Isn't that equivalent to the notion that 'you must hire someone to close the gate after your thoroughbreds have run free' instead of 'keeping the damned gate shut in the first place?'
Imho, the entire notion of "anti-virus software" is hopelessly flawed from the very beginning. You cannot hope to keep-out software that will attempt to do nasty things! But you certainly can keep any such software from succeeding!
("Hopelessly flawed," yes. But "immensely profitable," also yes! )
If (say...) a program tries to modify a system file, or to alter a system registry-key [in Windows...], the operating system should be able to kill the program dead in its tracks for its capital crimes. It is therefore not a question of "intercepting the action after it has already occurred, and cleaning-up after it." Rather, "the attempt did not succeed and therefore there is nothing to clean up."
If you keep your house in order, as both Linux and Windows enable you to do, then "there is no room in the inn" for anti-virus software.
If you keep your house in order, as both Linux and Windows enable you to do, then "there is no room in the inn" for anti-virus software.
Isn't that being a bit complacent? No house is really in order.
Recent examples of so-called sahe houses are people losing data in gmail (cross reference links in FireFox!) and WMF files. So how does one work around it? Either pay upgrade tax to microsoft or fix the browser or laod load an anti virus program.
Please, can someone explain me in plain and simple terms. That AVG Anti-Virus is not FREE! anymore or what? So, if you want AVG at all you pay! Correct me if am wrong. The new AVG Anti-Virus 7.5? Their website says?
I think the quote you produced answers your own question! Read the line
Quote:
Originally Posted by asif2k
"GRISOFT is announcing a new version of the AVG Anti-Virus Free Edition.
So yes, there is a new verison of the free edition.
Isn't that being a bit complacent? No house is really in order.
Recent examples of so-called sahe houses are people losing data in gmail (cross reference links in FireFox!) and WMF files. So how does one work around it? Either pay upgrade tax to microsoft or fix the browser or laod load an anti virus program.
End
Respectfully, I don't agree with you. Not in the slightest.
A system must keep its own house in order, no matter what the end-users do. (Imagine that "the end-users" are a university full of bored-but-extremely-bright computer-science PhD-candidate students...) It is absolutely basic that the following two requirements must be met:
No matter what a user does to himself, the user must not be able to affect any user other than himself.
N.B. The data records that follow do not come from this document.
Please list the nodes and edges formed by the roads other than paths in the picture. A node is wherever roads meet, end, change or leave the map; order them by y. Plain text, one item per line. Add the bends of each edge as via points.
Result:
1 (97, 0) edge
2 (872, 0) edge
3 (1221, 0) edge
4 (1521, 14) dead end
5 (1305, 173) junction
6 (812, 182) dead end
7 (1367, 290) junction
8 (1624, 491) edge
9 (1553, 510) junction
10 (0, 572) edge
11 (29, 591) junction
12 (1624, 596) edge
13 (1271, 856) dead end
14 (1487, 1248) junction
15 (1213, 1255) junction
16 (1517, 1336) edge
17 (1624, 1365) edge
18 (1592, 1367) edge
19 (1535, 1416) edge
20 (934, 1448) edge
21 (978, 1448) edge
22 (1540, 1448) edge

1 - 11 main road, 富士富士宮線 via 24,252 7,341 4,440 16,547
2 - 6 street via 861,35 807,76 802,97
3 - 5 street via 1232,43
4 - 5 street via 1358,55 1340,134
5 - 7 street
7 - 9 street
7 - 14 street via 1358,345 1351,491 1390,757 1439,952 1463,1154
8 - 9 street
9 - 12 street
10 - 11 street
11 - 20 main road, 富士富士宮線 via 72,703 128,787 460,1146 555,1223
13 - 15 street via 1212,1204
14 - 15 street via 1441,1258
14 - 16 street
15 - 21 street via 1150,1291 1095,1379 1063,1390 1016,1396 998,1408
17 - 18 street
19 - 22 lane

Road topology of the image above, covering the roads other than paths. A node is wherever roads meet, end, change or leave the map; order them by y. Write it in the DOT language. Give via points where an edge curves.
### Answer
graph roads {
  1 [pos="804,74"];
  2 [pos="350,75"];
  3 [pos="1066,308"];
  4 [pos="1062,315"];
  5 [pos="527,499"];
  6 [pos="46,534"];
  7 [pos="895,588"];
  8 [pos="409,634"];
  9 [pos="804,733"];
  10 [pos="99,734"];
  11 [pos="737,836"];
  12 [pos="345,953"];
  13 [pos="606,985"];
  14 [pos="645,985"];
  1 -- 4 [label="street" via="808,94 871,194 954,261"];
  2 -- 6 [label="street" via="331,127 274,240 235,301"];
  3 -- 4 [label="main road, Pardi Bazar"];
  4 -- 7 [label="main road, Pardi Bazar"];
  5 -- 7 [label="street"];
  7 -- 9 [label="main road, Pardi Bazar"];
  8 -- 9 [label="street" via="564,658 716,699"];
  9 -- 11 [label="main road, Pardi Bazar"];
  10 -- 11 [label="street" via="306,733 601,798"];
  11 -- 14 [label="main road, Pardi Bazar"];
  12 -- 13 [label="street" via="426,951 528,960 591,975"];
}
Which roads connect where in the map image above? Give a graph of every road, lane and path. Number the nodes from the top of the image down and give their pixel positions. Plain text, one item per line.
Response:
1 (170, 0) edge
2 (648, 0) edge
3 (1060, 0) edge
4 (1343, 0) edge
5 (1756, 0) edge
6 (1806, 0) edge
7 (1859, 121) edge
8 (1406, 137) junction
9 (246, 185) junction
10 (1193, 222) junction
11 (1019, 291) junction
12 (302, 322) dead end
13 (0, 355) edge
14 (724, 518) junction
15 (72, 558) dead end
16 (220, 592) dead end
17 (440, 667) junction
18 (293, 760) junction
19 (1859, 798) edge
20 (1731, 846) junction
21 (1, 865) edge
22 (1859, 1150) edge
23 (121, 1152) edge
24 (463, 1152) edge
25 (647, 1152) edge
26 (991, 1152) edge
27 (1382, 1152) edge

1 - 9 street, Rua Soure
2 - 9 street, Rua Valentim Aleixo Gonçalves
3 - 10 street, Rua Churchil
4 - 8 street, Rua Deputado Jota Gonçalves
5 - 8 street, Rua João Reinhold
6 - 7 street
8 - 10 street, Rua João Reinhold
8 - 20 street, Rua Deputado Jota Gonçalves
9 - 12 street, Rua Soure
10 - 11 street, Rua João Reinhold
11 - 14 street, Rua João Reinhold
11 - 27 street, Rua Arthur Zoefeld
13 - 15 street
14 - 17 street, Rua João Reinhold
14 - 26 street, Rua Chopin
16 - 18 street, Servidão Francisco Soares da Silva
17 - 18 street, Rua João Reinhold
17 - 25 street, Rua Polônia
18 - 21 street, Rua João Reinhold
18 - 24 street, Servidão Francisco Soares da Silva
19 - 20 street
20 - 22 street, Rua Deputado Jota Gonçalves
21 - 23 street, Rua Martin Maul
No matter what a user does to himself, the user must not be able to affect the system at large.
Only the operating-system can ever be in a position to enforce such requirements, and then only if the operating system is properly configured. But... it is!
"Anti-virus software," no matter how profitable it may be, fundamentally depends upon the notion that, were it not for the presence of the AV software, any virus's intrusion-attempt would succeed. This basically means that the user in question is an Administrator or Root, with carte blanche access to the machine in question. And only in a "vanilla Windows, pre-Vista," installation is that the case. Or Windows 3.x, which was a long-g-g-g time ago.
A properly-configured Linux system, imho, has absolutely no need for "anti-virus" software.
I still can't understand why a purely MS problem has you fretting here.
The only AV system I know of for Linux is clamav, and even that is more of a server side mail checker for MS Winslows stuff.
I don't know about anybody else, but my only Winslows machine is not allowed out into the real world of the internet.
I did read last year, that a group of people at MIT, deliberately shutdown security on a Linux box, then deliberately released 5 of the worst virii into the system. All dead. Not one virus actually got anywhere. Most of them, are only a VB Script, apparently. So no real worry to a Linux user, unless you have Windows in your network, and even then the firewalling in Linux should keep you safe enough.
Occasionally, my server reports an attempted port scan, good luck to the Hackrats.